Franz Ferdinand was born 18 December 1863. He was one of 70 archdukes in the Austrian Empire (Austro-Hungary would come into existence during his lifetime).
Due to a series of deaths in the Imperial family, including the mysterious death of Crown Prince Rudolf at Mayerling in 1889, Franz Ferdinand rose to the position of heir to the throne.
Politics and personality
Franz Ferdinand was not a popular man. He had married Sophie, a Bohemian countess of relatively low status. This marriage meant his children could not inherit the Austrian throne, a cause of tension among the Austrian elite.
He was a deeply conservative figure, as well as piously catholic. He was one of the most vocal opponents of war because he didn’t believe it was in the interests of the Empire. He was also an advocate for granting greater autonomy to ethnic groups within the Austro-Hungarian Empire.
He wanted to address the grievances of different groups, especially the Czechs in Bohemia and the south Slavic peoples in Croatia and Bosnia, who had been left out of the Austro-Hungarian Compromise of 1867.
He had a tense relationship with the Emperor Franz Josef. One of Franz Josef’s personal servants recalled in his memoirs that ‘thunder and lightning always raged when they had their discussions.’
Michael Freund, a German historian describes Franz Ferdinand as ‘a man of uninspired energy, dark in appearance and emotion, who radiated an aura of strangeness and cast a shadow of violence and recklessness … a true personality amidst the amiable inanity that characterised Austrian society at this time.’
Visiting the Balkans
The assassination of Franz Ferdinand took place on the anniversary of the Serbian defeat to the Turks at the Battle of Kosovo in 1389, a humiliating memory for all Serbs. That day, 28 June 1914, was also Serbia’s national day.
Franz Ferdinand was visiting the newly annexed regions of the Empire in Bosnia on a state visit. The visit was going well. Despite a somewhat prejudicial view towards the Serbians, Franz had exchanged positive comments with his wife on their reception by Serbian officials.
The next day, the couple set out in their car through the city. They were first attacked by Nedeljko Čabrinović, who threw a grenade at at the vehicle. The bomb detonated behind the archduke and his wife, injuring those in the following car.
On arrival at the Governor’s residence, Franz yelled angrily at the Serbian governor, ‘So this is how you welcome your guests – with bombs!’
After a short rest at the Governor’s residence, Franz and his wife insisted on travelling to the hospital to visit those injured by the attack. No-one informed the drivers of this change until the convoy was underway however, and the drivers had to turn around.

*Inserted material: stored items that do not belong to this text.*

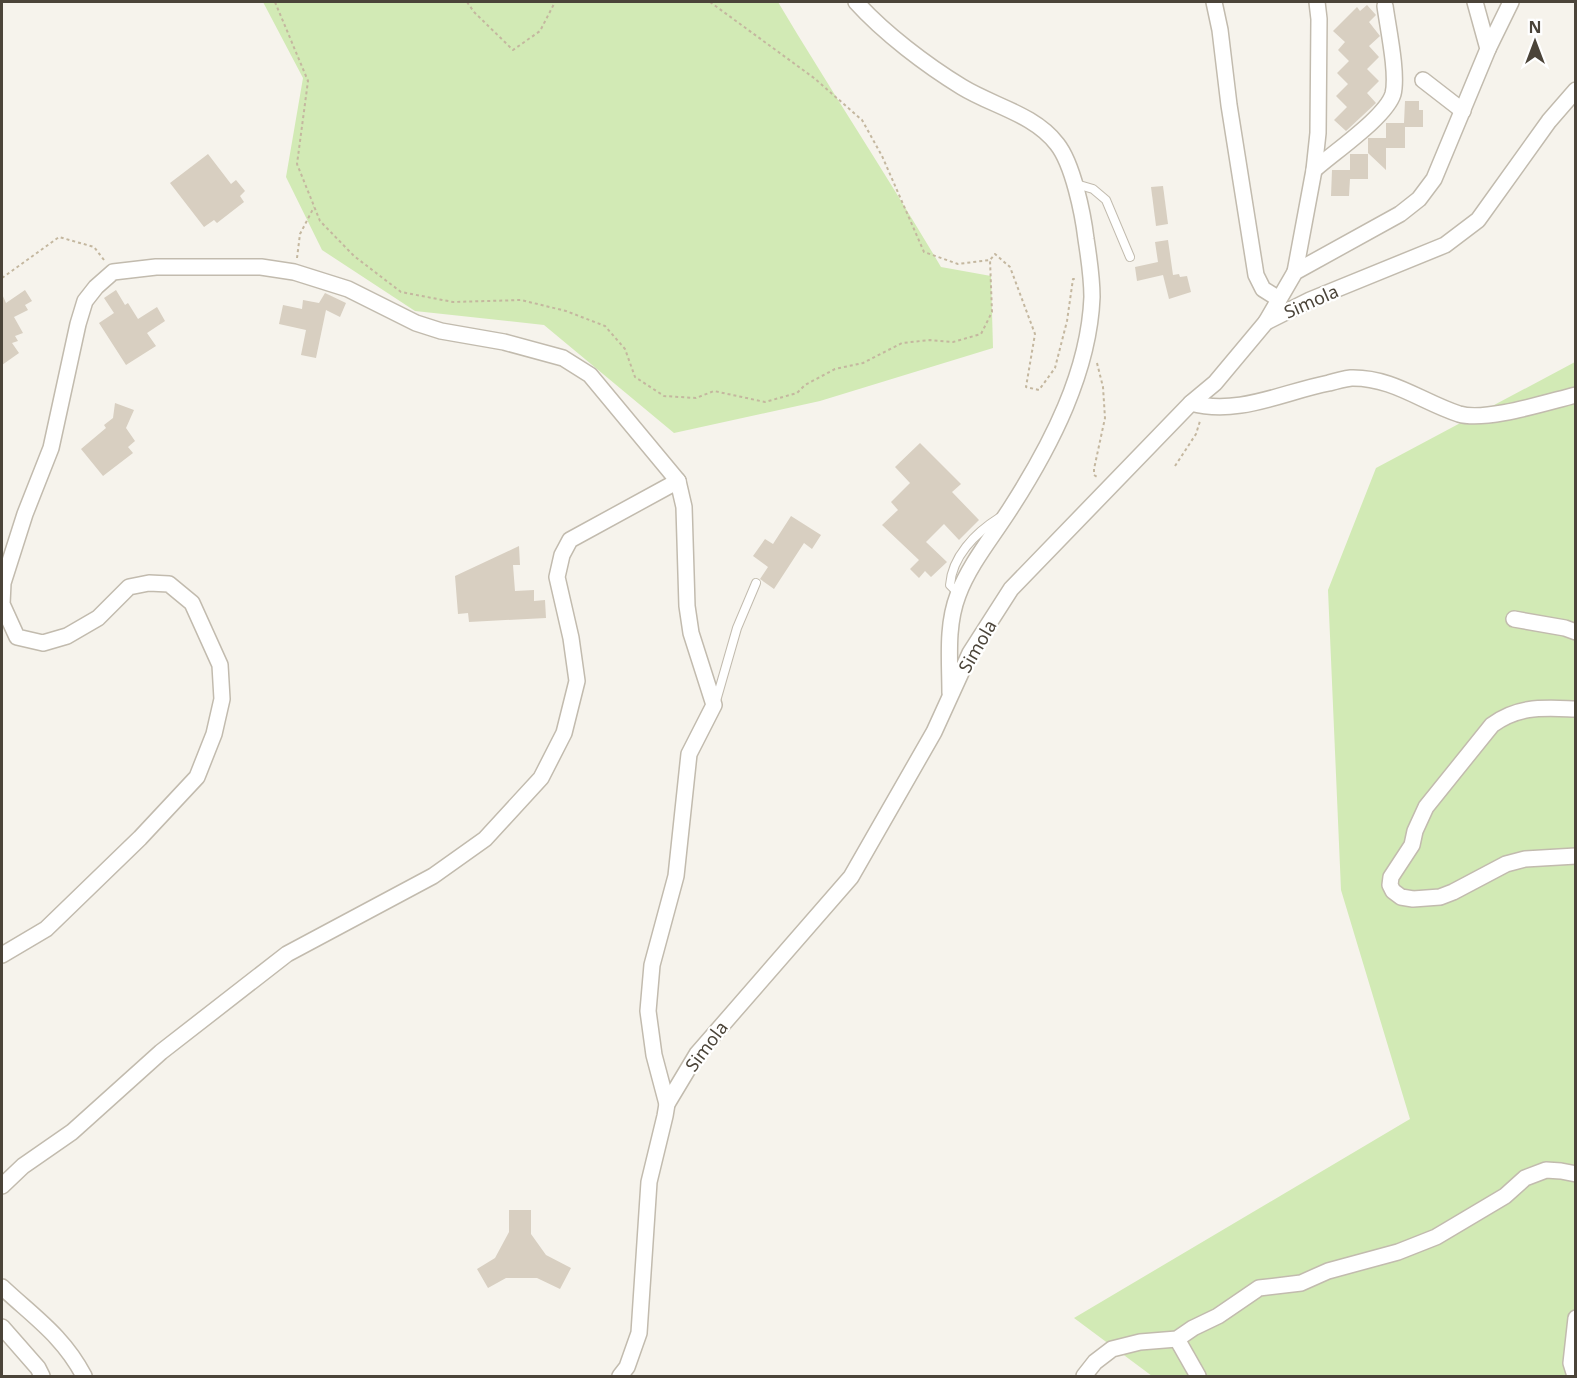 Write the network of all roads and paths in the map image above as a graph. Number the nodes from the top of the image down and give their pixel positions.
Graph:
1 (275, 2) edge
2 (467, 2) edge
3 (555, 2) edge
4 (710, 2) edge
5 (856, 2) edge
6 (1214, 2) edge
7 (1317, 2) edge
8 (1475, 2) edge
9 (1511, 2) edge
10 (1385, 6) dead end
11 (1488, 49) junction
12 (1423, 80) dead end
13 (1575, 90) edge
14 (1463, 111) junction
15 (1314, 170) junction
16 (1074, 183) junction
17 (314, 207) junction
18 (1130, 257) dead end
19 (990, 260) junction
20 (113, 273) junction
21 (294, 273) junction
22 (1295, 273) junction
23 (1092, 277) junction
24 (2, 278) edge
25 (1278, 299) junction
26 (1266, 322) junction
27 (1095, 358) dead end
28 (1575, 395) edge
29 (1198, 405) junction
30 (1175, 466) dead end
31 (1104, 478) dead end
32 (678, 481) junction
33 (756, 582) dead end
34 (1514, 619) dead end
35 (1575, 632) edge
36 (950, 698) junction
37 (714, 705) junction
38 (1575, 709) edge
39 (1575, 856) edge
40 (2, 956) edge
41 (667, 1104) junction
42 (1575, 1174) edge
43 (2, 1186) edge
44 (2, 1287) edge
45 (1575, 1318) edge
46 (2, 1327) edge
47 (1178, 1339) junction
48 (42, 1377) edge
49 (84, 1377) edge
50 (620, 1377) edge
51 (1084, 1377) edge
52 (1198, 1377) edge
53 (1575, 1377) edge

1 - 17 path
2 - 3 path
4 - 19 path
5 - 16 street
6 - 25 street
7 - 15 street
8 - 11 street
9 - 11 street
10 - 15 street
11 - 14 street
12 - 14 street
13 - 26 street, Simola
14 - 22 street
15 - 22 street
16 - 18 lane
16 - 23 street
17 - 19 path
17 - 21 path
19 - 23 path
20 - 21 street
20 - 24 path
20 - 40 street
21 - 32 street
22 - 25 street
23 - 36 street
25 - 26 street
26 - 29 street, Simola
27 - 31 path
28 - 29 street
29 - 30 path
29 - 36 street, Simola
32 - 37 street
32 - 43 street
33 - 37 lane
34 - 35 street
36 - 41 street, Simola
37 - 41 street
38 - 39 street
41 - 50 street, Simola
42 - 47 street
44 - 49 street
45 - 53 street
46 - 48 street
47 - 51 street
47 - 52 street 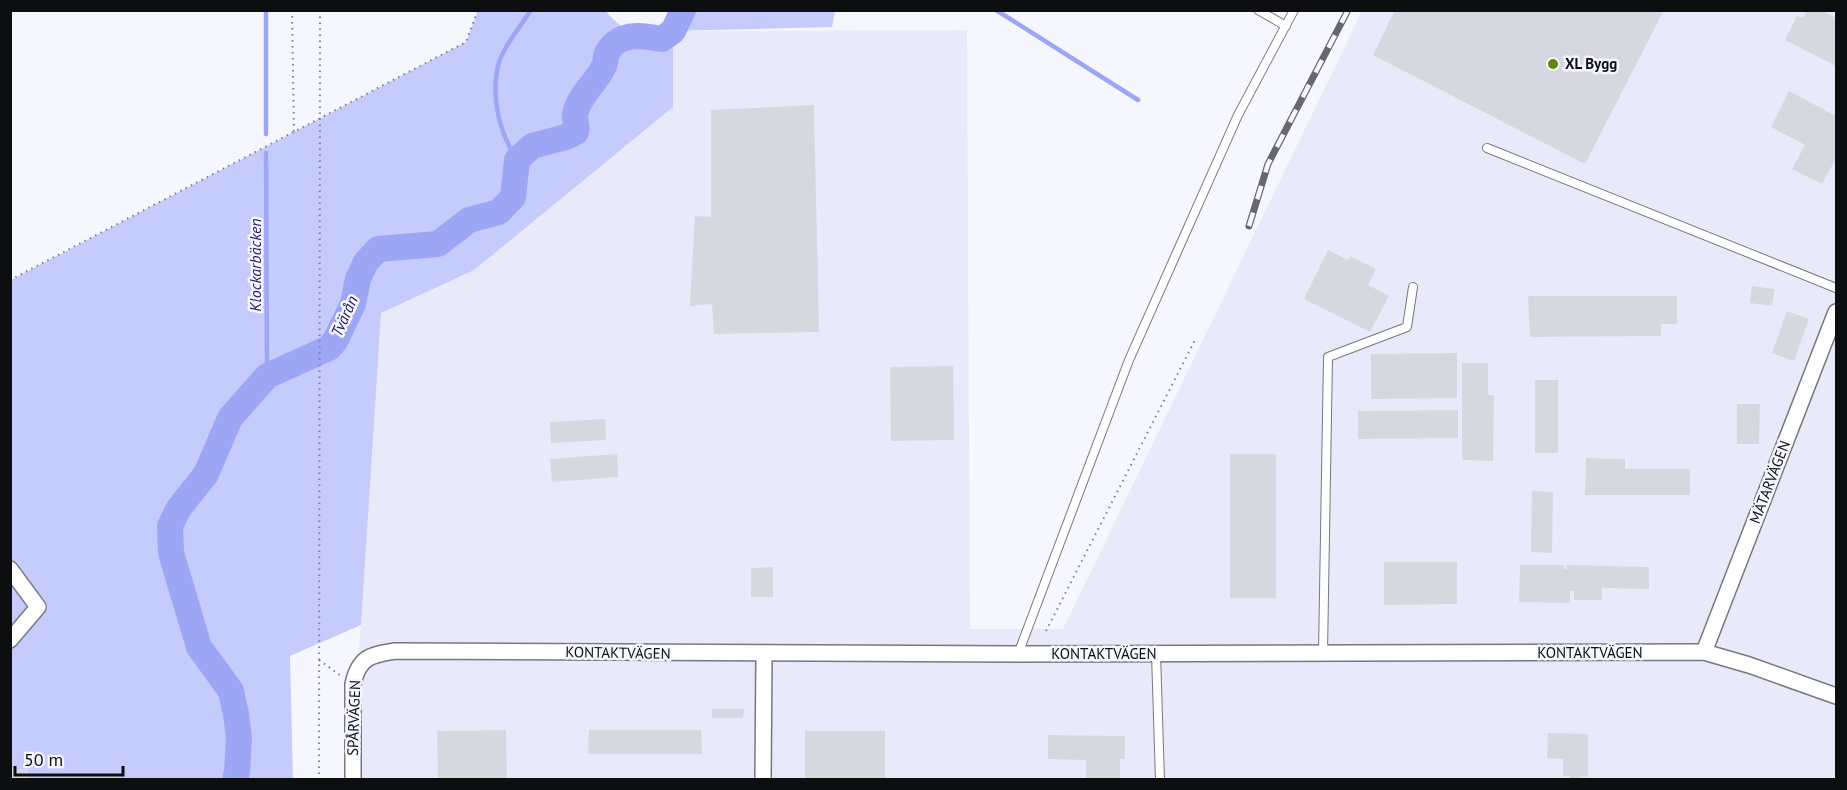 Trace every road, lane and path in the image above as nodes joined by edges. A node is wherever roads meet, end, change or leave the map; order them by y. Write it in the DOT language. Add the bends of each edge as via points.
graph roads {
  1 [pos="292,10"];
  2 [pos="320,10"];
  3 [pos="478,10"];
  4 [pos="1258,10"];
  5 [pos="1294,10"];
  6 [pos="1286,26"];
  7 [pos="320,120"];
  8 [pos="294,133"];
  9 [pos="1487,148"];
  10 [pos="10,280"];
  11 [pos="1413,287"];
  12 [pos="1836,288"];
  13 [pos="1836,312"];
  14 [pos="1195,340"];
  15 [pos="10,568"];
  16 [pos="1046,631"];
  17 [pos="10,640"];
  18 [pos="1704,652"];
  19 [pos="764,654"];
  20 [pos="1018,654"];
  21 [pos="1156,654"];
  22 [pos="1323,655"];
  23 [pos="365,659"];
  24 [pos="319,660"];
  25 [pos="353,684"];
  26 [pos="1836,696"];
  27 [pos="319,780"];
  28 [pos="353,780"];
  29 [pos="763,780"];
  30 [pos="1160,780"];
  1 -- 8 [label="path"];
  2 -- 7 [label="path"];
  3 -- 7 [label="path" via="466,42"];
  4 -- 6 [label="lane"];
  5 -- 6 [label="lane"];
  6 -- 20 [label="lane" via="1238,115 1129,360"];
  7 -- 8 [label="path"];
  7 -- 24 [label="path"];
  8 -- 10 [label="path"];
  9 -- 12 [label="lane"];
  11 -- 22 [label="lane" via="1407,327 1328,357"];
  13 -- 18 [label="street, MÄTARVÄGEN"];
  14 -- 16 [label="path"];
  15 -- 17 [label="street" via="38,607"];
  18 -- 22 [label="street, KONTAKTVÄGEN"];
  18 -- 26 [label="street, KONTAKTVÄGEN"];
  19 -- 20 [label="street, KONTAKTVÄGEN"];
  19 -- 23 [label="street, KONTAKTVÄGEN" via="395,651"];
  19 -- 29 [label="street"];
  20 -- 21 [label="street, KONTAKTVÄGEN"];
  21 -- 22 [label="street, KONTAKTVÄGEN"];
  21 -- 30 [label="lane"];
  23 -- 25 [label="street, SPÅRVÄGEN" via="356,670"];
  24 -- 25 [label="path"];
  24 -- 27 [label="path"];
  25 -- 28 [label="street, SPÅRVÄGEN"];
}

Gavrilo Princip was sitting at a café nearby when the archduke’s motorcade paused. Princip and his accomplices had trained in Serbia under the Black Hand, a fiercely nationalist organisation that even the Serbian government was trying to suppress.
Seeing the line of cars trying to change directions, Princip walked across the street and shot the Archduke and his wife. Their driver rushed the fatally wounded couple back to the Governor’s residence but both were dead on arrival.